Plato was most likely born in Athens, to Ariston and Perictione, a noble, politically active family. Coming of age during the Peloponnesian War, Plato was educated by the ancient world’s most renowned thinkers, including Cratylus, Pythagoras, and Socrates. From c.407 BC he was a disciple of Socrates, from whom he may have derived many of his ideas about ethics. When Socrates was sentenced to death in 399 BC—as depicted in Plato’s Phaedo—Plato grew discouraged with political life and traveled to Italy, Sicily, and possibly Egypt, before returning to Athens around 387 BC where he remained for most of the rest of his life.

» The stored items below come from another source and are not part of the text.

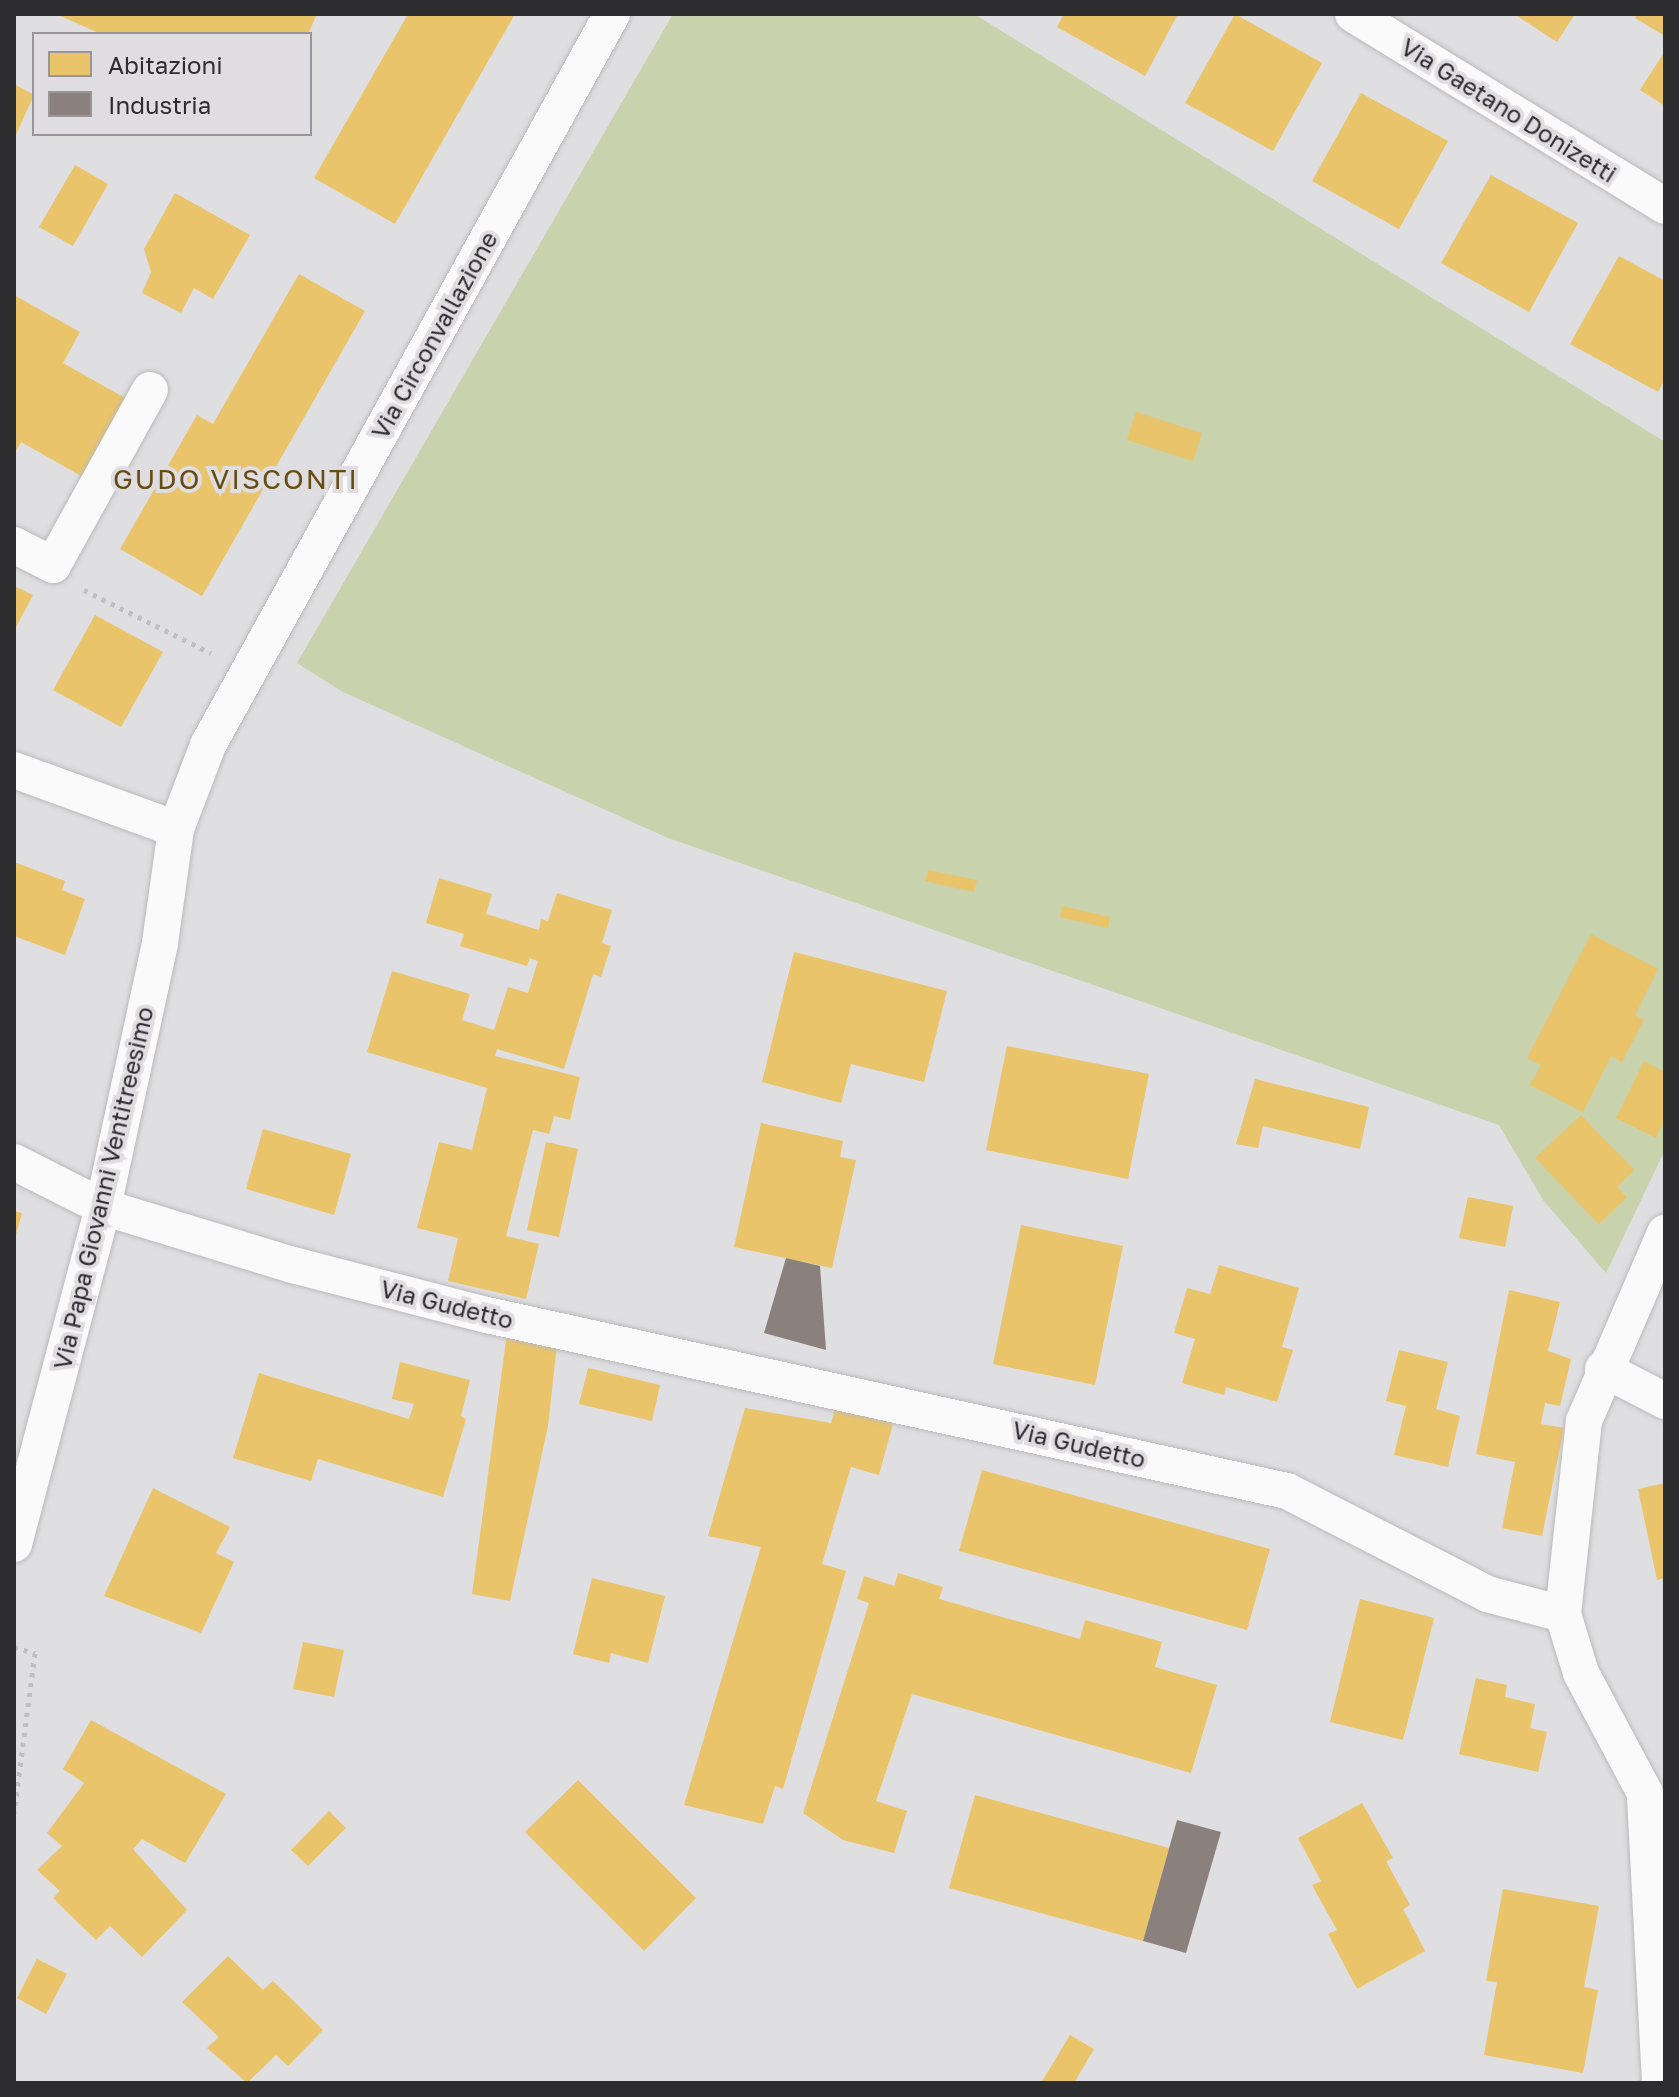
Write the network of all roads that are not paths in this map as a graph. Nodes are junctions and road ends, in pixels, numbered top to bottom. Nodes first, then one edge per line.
1 (612, 14) edge
2 (1353, 14) edge
3 (1665, 206) edge
4 (150, 390) dead end
5 (14, 545) edge
6 (14, 770) edge
7 (176, 829) junction
8 (14, 1162) edge
9 (103, 1207) junction
10 (1665, 1233) edge
11 (1603, 1369) junction
12 (1665, 1401) edge
13 (14, 1544) edge
14 (1563, 1614) junction
15 (1661, 2030) edge
16 (1660, 2083) edge

1 - 7 street, Via Circonvallazione
2 - 3 street, Via Gaetano Donizetti
4 - 5 street
6 - 7 street
7 - 9 street, Via Papa Giovanni Ventitreesimo
8 - 9 street, Via Gudetto
9 - 13 street, Via Papa Giovanni Ventitreesimo
9 - 14 street, Via Gudetto
10 - 11 street
11 - 12 street
11 - 14 street
14 - 15 street
15 - 16 street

Shortly after his return, Plato founded the Academy of Athens—an open-air educational center generally considered the Western world’s first institution of higher learning. Admission to the Academy was granted exclusively to a small cultural elite. In Plato’s time, teaching at the Academy is thought to have consisted primarily of lectures and seminars, focusing on dialectics and mathematics. Among Plato’s many influential students at the Academy was fellow philosopher Aristotle.

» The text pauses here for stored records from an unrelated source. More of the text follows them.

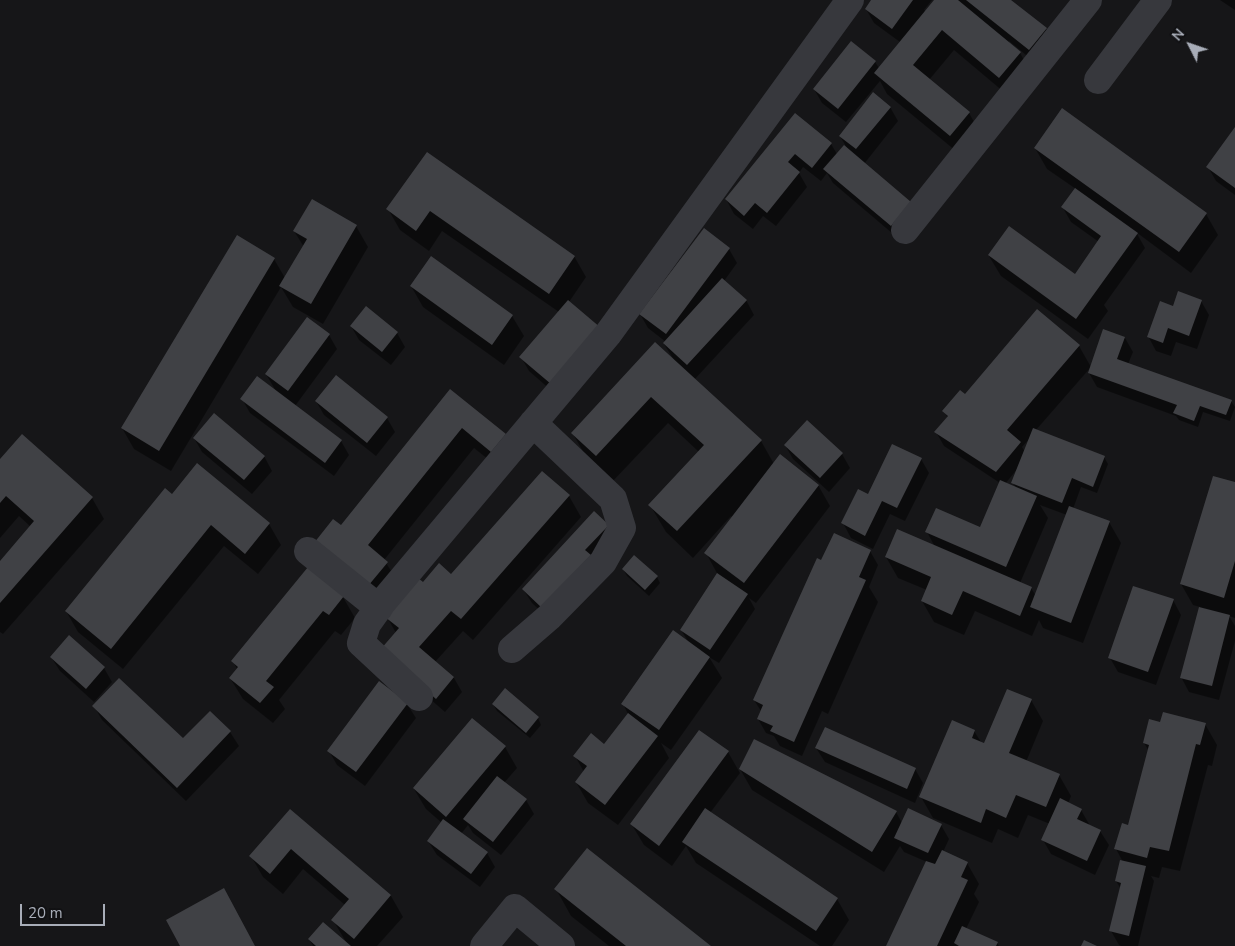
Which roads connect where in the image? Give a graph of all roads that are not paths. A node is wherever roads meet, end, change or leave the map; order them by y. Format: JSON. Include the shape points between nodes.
{"nodes":[{"id":1,"x":850,"y":0,"type":"edge"},
{"id":2,"x":1088,"y":0,"type":"edge"},
{"id":3,"x":1158,"y":0,"type":"edge"},
{"id":4,"x":1098,"y":80,"type":"dead end"},
{"id":5,"x":905,"y":230,"type":"dead end"},
{"id":6,"x":533,"y":422,"type":"junction"},
{"id":7,"x":308,"y":551,"type":"dead end"},
{"id":8,"x":379,"y":608,"type":"junction"},
{"id":9,"x":512,"y":649,"type":"dead end"},
{"id":10,"x":419,"y":697,"type":"dead end"},
{"id":11,"x":484,"y":946,"type":"edge"},
{"id":12,"x":561,"y":946,"type":"edge"}],
"edges":[{"from":1,"to":6,"type":"street","via":[[608,334]]},
{"from":2,"to":5,"type":"street"},
{"from":3,"to":4,"type":"street"},
{"from":6,"to":8,"type":"street"},
{"from":6,"to":9,"type":"street","via":[[613,499],[622,528],[603,562]]},
{"from":7,"to":8,"type":"street"},
{"from":8,"to":10,"type":"street","via":[[367,624],[361,643]]},
{"from":11,"to":12,"type":"street","via":[[515,908]]}]}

Plato’s philosophical investigations took the form of dialogues, spoken mainly by Socrates, in which characters continually ask questions of one another. This form allows for the expression of various, evolving philosophic points of view. His dialogues address a broad range of subjects, including the nature of knowledge, the soul, perception, society, beauty, art, governance, and more. Plato’s dialogues are divided into early, middle, and late periods; among them are included Apology and Laws.
All of Plato‘s 36 works survive. His most famous dialogues include Gorgias (on rhetoric as an art of flattery), Phaedo (on death and the immortality of the soul) and the Symposium (a discussion on the nature of love). Plato‘s greatest work was the Republic, an extended dialogue on justice, in which he outlined his view of the ideal state.
After his death in 347 BC, educators at the Academy continued teaching Plato’s works into the Roman era. Today he is perhaps the most widely studied philosopher of all time.
Plato’s influence on Western thought is inescapable, reaching across entire fields of study—from philosophy, to linguistics, to Christian theology.